Gov. Glenn Youngkin appointed a critical race theory critic to lead his administration’s effort to find CRT in Virginia public education who, surprise, surprise, was able to make things that aren’t CRT in Virginia public education appear to fit the narrative.
“All Virginia students should have the opportunity to receive an excellent education that teaches all history including the good and the bad, prioritizes academic excellence, and fosters equal opportunities for all students. Our Virginia students should not be taught to discriminate on the basis of sex, skin color, or religion and VDOE policies should certainly not recommend such concepts,” Youngkin said Friday, upon the release of a 19-page interim report from Superintendent of Public Instruction Jillian Balow.
Among the examples highlighted in the politically-charged report are the presence on “suggested reading lists” of authors Ibram X Kendi and Gloria Ladson-Billings, though it appears that the “reading lists” are being “suggested” not to students but to administration and school division leaders.
Another item highlighted is an audit tool for which the guiding mission statement lays out that education equity is achieved “when we eliminate the predictability of student outcomes based on gender, zip code, ability, socioeconomic status or language spoken at home.”
Another: a document for Navigating EdEquity VA – Virginia’s Road Map to Equity, in which the Department of Education pledges to “remain steadfast in our commitment to the principles of anti-racism, cultural proficiency, resource equity, and high expectations for all students. Further, we recognize that Anti-racist education leaders are critical partners in our efforts to advance our broader equity priorities including: developing a culturally competent educator workforce, eliminating disproportionality in student outcome data, closing opportunity and achievement gaps among marginalized student groups, increasing access to high quality early learning opportunities, and maximizing the potential of every Virginia student.”
None of this is being taught in classrooms. One of the documents highlighted even notes that “the purpose of this document was to support division leaders as they further the shared goal of fostering schools that are welcoming and respectful of all students, families, and school staff.”
Cue the bombast from Balow in the report’s cover letter.
“This interim report rescinds certain policies, programs, and resources that promote discriminatory and divisive concepts as directed by Executive Order One,” Balow wrote. “It also contains a sampling of critical race theory-based materials. However, the concepts have become widespread in the Virginia Department of Education (VDOE) and in Virginia school divisions and we will need to proactively review policies, practices, and pedagogies around the state to uphold the Civil Rights Act and comport with Executive Order One. We must continue to ensure that no student in Virginia is taught to judge or treat others differently solely on the basis of their race, skin color, ethnicity, sex or faith. As the work continues, we will engage stakeholders in an ongoing dialogue about how all resources and initiatives from the Virginia Department of Education must permit and encourage school divisions to build a culture of compassion, acceptance, opportunity, and positive change.”

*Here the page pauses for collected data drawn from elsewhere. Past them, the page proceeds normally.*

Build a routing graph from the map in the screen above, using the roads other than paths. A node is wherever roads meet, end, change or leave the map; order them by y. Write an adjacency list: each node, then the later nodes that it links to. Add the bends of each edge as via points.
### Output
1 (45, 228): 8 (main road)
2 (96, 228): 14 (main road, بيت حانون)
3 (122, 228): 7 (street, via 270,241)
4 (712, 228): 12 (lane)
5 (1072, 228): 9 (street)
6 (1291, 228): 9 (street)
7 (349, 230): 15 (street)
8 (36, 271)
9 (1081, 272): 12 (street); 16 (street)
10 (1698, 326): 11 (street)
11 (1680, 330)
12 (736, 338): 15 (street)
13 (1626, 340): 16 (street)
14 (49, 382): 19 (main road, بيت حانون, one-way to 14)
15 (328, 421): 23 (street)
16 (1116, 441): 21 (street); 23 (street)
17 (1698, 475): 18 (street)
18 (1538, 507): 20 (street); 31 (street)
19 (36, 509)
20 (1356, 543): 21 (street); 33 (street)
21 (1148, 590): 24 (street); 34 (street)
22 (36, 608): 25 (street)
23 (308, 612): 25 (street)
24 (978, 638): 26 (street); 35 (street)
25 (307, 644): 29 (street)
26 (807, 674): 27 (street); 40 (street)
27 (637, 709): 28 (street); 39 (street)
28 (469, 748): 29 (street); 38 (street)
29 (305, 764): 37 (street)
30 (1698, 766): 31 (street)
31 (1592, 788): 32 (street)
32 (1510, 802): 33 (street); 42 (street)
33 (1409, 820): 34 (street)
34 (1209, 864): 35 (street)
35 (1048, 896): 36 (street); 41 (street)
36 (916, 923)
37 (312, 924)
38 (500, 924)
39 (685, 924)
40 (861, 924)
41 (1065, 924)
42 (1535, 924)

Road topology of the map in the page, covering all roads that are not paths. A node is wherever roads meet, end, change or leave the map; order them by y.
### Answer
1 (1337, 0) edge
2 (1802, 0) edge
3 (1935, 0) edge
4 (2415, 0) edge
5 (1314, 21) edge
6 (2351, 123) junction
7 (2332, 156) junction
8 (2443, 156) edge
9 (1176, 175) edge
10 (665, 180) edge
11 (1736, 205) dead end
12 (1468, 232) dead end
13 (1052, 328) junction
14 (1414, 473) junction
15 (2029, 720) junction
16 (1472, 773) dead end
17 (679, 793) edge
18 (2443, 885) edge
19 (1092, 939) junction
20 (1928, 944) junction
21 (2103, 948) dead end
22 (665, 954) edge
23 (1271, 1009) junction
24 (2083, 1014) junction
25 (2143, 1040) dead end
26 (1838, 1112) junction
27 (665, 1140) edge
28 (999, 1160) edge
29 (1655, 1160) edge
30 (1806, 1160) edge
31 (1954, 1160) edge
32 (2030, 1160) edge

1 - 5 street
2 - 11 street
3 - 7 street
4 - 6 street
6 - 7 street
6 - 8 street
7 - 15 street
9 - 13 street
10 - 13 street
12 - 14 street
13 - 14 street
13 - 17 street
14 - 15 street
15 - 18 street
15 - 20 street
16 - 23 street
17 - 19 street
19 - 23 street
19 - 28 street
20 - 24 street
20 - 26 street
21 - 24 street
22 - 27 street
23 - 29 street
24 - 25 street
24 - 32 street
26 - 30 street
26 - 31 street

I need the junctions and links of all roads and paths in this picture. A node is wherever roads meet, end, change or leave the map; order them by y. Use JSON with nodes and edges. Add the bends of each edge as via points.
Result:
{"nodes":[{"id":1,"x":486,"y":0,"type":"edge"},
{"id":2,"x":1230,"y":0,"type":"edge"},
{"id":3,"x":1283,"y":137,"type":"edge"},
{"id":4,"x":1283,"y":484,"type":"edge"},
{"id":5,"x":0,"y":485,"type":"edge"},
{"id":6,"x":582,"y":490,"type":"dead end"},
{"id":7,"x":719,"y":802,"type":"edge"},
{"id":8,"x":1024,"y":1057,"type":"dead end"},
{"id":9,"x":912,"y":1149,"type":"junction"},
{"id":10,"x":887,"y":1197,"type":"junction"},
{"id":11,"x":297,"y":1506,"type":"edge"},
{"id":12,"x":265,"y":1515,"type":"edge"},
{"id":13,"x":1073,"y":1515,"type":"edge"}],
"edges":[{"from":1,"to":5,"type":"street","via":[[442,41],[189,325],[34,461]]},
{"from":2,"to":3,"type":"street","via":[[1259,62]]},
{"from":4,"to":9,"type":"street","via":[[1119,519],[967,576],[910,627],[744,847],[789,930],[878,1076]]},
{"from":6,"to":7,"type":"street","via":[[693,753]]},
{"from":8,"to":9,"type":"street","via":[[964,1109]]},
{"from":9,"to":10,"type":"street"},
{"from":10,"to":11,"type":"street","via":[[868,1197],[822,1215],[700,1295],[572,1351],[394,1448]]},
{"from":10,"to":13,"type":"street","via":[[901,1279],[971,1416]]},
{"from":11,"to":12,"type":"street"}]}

Basically, she was assigned to find CRT, couldn’t, and must have assumed that no one would read through the report to see where she had to make things fit.
“There is much work to be done, but I am encouraged that Superintendent Balow is proactively reviewing policies and practices around the Commonwealth,” said Youngkin, who, you may remember, promised last year on the campaign trail to take politics out of education, and then chose this curious first step – using your tax dollars to produce a slapdash interim report that found nothing substantive – to go about fulfilling that promise.
“This is the first step,” Youngkin said, “in improving Virginia’s education system, restoring high academic expectations, equipping our future generation to be career or college ready, and providing equal opportunities for all Virginia students. As your governor, I will continually stand up for students and parents and look forward to signing the largest education budget in Virginia’s history.”
Insert the words “wealthy” and “white” before “students” and “parents” in that last sentence, and you’ll get a clearer picture of who Youngkin will be continually standing up for.